We are taught, these days, to be relentlessly, tirelessly ambitious. To aim as high as we possibly can – always – and to live at full stretch in every way. And this is probably the right message to be sending out, loudly, in order to make up for decades of being told the exact opposite: live small, live safe, live quietly while the men go out and do all the big noisy things and make all the money.

But – as ever when you are sending out an extreme message to try and counteract in as short a time as possible a load of sh*te that has gone before – other things get lost. In this case that would be me, and the many others like me who couldn’t locate their vaunting ambition with both hands if they tried. I watched, baffled, as people at university, and then after that at law school, and later still, out in the wider world, set their eyes on various prizes and went for them with a single-minded determination that I could only have mustered if I was running from a vicious, rabid dog and the prize was not having my throat violently torn out. 

It took me years to realise that I wasn’t ambitious – or at least, not in the traditional way. I cannot live at full stretch. I need a large amount of slack in all of my systems and safety margins everywhere in order to be happy. You should see how many loo rolls and tubes of toothpaste I keep in my bathroom cupboard at all times. By the number of spare toiletries I have to hand shall ye know me.

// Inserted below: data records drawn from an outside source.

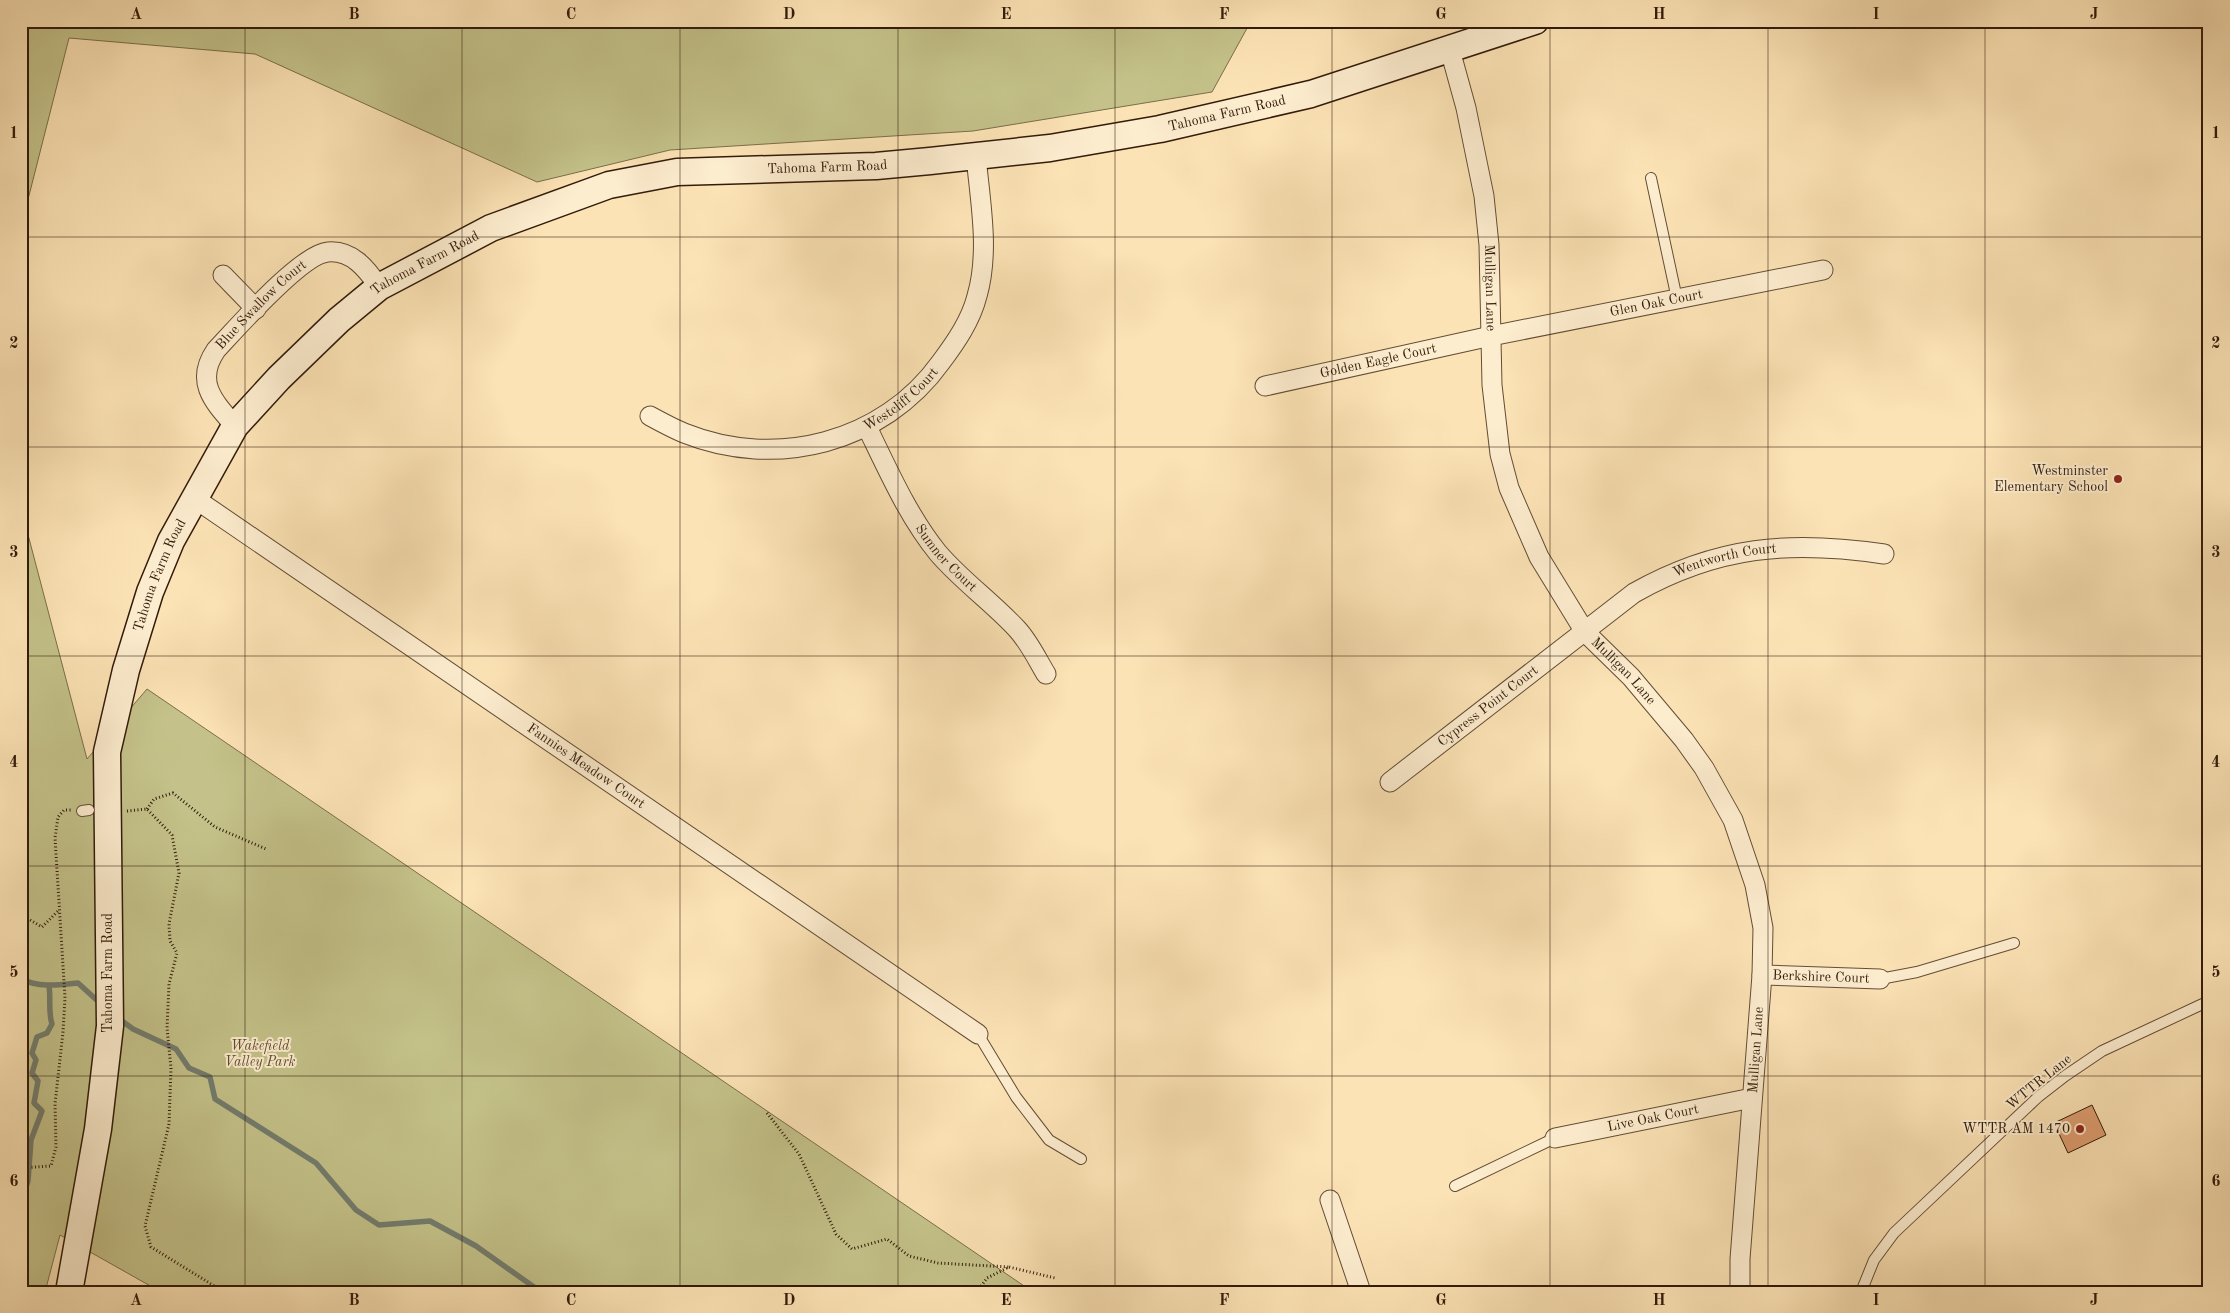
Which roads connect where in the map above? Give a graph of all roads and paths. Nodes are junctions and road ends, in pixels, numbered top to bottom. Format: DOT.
graph roads {
  1 [pos="1535,21"];
  2 [pos="1450,50"];
  3 [pos="976,156"];
  4 [pos="1651,178"];
  5 [pos="1823,270"];
  6 [pos="223,275"];
  7 [pos="380,287"];
  8 [pos="1677,299"];
  9 [pos="256,308"];
  10 [pos="1490,336"];
  11 [pos="1265,386"];
  12 [pos="650,416"];
  13 [pos="235,426"];
  14 [pos="867,427"];
  15 [pos="194,498"];
  16 [pos="1884,554"];
  17 [pos="1585,632"];
  18 [pos="1046,674"];
  19 [pos="1390,782"];
  20 [pos="147,809"];
  21 [pos="85,810"];
  22 [pos="124,811"];
  23 [pos="266,849"];
  24 [pos="21,910"];
  25 [pos="58,911"];
  26 [pos="2014,943"];
  27 [pos="1762,975"];
  28 [pos="1880,979"];
  29 [pos="2209,1001"];
  30 [pos="978,1034"];
  31 [pos="1752,1098"];
  32 [pos="767,1113"];
  33 [pos="1554,1138"];
  34 [pos="1081,1159"];
  35 [pos="21,1168"];
  36 [pos="1454,1186"];
  37 [pos="1330,1200"];
  38 [pos="1009,1267"];
  39 [pos="1054,1278"];
  40 [pos="69,1292"];
  41 [pos="224,1292"];
  42 [pos="977,1292"];
  43 [pos="1361,1292"];
  44 [pos="1740,1292"];
  45 [pos="1861,1292"];
  1 -- 2 [label="street, Tahoma Farm Road"];
  2 -- 3 [label="street, Tahoma Farm Road"];
  2 -- 10 [label="street, Mulligan Lane"];
  3 -- 7 [label="street, Tahoma Farm Road"];
  3 -- 14 [label="street, Westcliff Court"];
  4 -- 8 [label="lane"];
  5 -- 8 [label="street, Glen Oak Court"];
  6 -- 9 [label="street"];
  7 -- 9 [label="street, Blue Swallow Court"];
  7 -- 13 [label="street, Tahoma Farm Road"];
  8 -- 10 [label="street, Glen Oak Court"];
  9 -- 13 [label="street, Blue Swallow Court"];
  10 -- 11 [label="street, Golden Eagle Court"];
  10 -- 17 [label="street, Mulligan Lane"];
  12 -- 14 [label="street, Westcliff Court"];
  13 -- 15 [label="street, Tahoma Farm Road"];
  14 -- 18 [label="street, Sumner Court"];
  15 -- 30 [label="street, Fannies Meadow Court"];
  15 -- 40 [label="street, Tahoma Farm Road"];
  16 -- 17 [label="street, Wentworth Court"];
  17 -- 19 [label="street, Cypress Point Court"];
  17 -- 27 [label="street, Mulligan Lane"];
  20 -- 22 [label="path"];
  20 -- 23 [label="path"];
  20 -- 41 [label="path"];
  21 -- 25 [label="path"];
  24 -- 25 [label="path"];
  25 -- 35 [label="path"];
  26 -- 28 [label="lane"];
  27 -- 28 [label="street, Berkshire Court"];
  27 -- 31 [label="street, Mulligan Lane"];
  29 -- 45 [label="lane, WTTR Lane"];
  30 -- 34 [label="lane"];
  31 -- 33 [label="street, Live Oak Court"];
  31 -- 44 [label="street, Mulligan Lane"];
  32 -- 38 [label="path"];
  33 -- 36 [label="lane"];
  37 -- 43 [label="street"];
  38 -- 39 [label="path"];
  38 -- 42 [label="path"];
}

And it took me many more years to realise that, actually, that’s OK. To aim simply for a work-life balance from the beginning is fine. The only caveat is that you must make sure it is truly what you want and need to be happy, and that you are not in truth shying away from challenges because of a lack of confidence (or, of course, sheer laziness – that’s different, and we all need to sometimes kick ourselves up the arse about that).

Confidence will come in time, and you don’t want to have hamstrung yourself earlier in life simply because you were scared. But, those concerns aside, sometimes the most grown-up, beneficial thing you can do is choose the job (or the level of job) that is right for you, rather than mindlessly aim for the absolute pinnacle because that is what you have been told is the only acceptable way to go. The dominant message of an age is rarely right for everyone, and blind obedience certainly isn’t.

For some, life is about success, about accruing money, power, prestige and powering through at full throttle, and I rejoice in the fact that the women for whom this is true now have every expectation that they can do so. But everyone ultimately shares the same ambition: to be happy. And if that means being able to leave the office at six and pick up some extra loo roll on the way home – well, let us follow our bliss too.